■ Task details ■
Among the lines below, copy each one in which "weight" appears.

■ Given records ■
<<<<

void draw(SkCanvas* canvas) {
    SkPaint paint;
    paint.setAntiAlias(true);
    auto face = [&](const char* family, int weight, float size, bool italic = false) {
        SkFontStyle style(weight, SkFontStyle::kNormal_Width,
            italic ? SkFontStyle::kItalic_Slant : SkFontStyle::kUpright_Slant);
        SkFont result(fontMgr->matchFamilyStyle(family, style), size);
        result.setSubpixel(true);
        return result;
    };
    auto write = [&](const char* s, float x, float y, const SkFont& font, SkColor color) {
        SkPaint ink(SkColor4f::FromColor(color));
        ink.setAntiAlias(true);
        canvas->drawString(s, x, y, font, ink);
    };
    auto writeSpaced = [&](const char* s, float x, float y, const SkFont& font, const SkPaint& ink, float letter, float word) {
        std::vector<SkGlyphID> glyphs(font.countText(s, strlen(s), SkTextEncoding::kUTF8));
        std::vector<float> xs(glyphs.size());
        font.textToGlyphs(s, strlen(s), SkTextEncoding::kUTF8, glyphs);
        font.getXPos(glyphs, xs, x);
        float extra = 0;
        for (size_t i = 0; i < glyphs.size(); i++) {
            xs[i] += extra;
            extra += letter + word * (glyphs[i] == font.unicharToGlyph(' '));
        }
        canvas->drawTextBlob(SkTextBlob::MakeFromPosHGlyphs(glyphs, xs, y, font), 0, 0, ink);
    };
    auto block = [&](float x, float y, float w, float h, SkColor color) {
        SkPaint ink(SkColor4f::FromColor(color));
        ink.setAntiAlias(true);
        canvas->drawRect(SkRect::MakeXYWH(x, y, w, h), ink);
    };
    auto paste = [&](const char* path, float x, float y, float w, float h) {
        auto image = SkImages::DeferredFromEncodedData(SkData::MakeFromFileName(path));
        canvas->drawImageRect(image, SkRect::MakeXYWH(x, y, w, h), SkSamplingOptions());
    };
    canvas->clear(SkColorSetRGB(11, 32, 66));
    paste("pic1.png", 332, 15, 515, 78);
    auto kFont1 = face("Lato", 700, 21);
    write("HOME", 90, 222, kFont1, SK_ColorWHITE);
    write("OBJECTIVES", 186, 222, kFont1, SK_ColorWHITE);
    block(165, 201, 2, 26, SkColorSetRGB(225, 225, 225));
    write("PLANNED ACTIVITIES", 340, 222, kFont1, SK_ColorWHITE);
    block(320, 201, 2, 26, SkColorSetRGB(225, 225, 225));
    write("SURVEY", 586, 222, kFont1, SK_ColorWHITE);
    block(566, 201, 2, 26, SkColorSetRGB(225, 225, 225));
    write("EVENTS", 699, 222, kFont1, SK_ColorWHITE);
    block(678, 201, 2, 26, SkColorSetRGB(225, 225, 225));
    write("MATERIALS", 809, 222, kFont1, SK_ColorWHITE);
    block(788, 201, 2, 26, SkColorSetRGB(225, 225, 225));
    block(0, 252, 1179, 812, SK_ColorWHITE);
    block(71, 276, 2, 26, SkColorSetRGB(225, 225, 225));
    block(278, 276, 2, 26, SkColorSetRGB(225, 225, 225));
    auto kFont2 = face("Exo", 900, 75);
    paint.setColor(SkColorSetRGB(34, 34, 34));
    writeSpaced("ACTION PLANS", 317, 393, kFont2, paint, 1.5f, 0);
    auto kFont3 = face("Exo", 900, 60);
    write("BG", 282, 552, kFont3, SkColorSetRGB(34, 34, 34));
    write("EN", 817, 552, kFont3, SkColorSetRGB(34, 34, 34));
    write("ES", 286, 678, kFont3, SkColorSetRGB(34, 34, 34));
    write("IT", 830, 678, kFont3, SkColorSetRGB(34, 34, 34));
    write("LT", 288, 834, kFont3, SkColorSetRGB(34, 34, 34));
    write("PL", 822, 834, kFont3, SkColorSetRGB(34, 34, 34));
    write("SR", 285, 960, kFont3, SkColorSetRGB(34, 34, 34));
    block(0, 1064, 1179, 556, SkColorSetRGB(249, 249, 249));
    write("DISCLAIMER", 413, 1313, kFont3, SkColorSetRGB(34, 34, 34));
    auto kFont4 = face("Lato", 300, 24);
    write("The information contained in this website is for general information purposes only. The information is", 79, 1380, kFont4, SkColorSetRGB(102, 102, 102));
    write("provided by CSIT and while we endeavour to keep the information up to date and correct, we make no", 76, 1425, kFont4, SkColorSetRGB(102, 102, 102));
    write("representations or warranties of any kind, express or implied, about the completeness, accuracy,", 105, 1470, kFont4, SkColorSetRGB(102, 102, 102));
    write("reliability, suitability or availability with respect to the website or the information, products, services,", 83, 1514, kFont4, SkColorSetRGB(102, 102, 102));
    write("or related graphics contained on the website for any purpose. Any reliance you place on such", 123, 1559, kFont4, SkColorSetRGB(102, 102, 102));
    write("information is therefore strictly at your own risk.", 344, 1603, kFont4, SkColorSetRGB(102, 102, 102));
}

>>>>

■ Exercise response ■
    auto face = [&](const char* family, int weight, float size, bool italic = false) {
        SkFontStyle style(weight, SkFontStyle::kNormal_Width,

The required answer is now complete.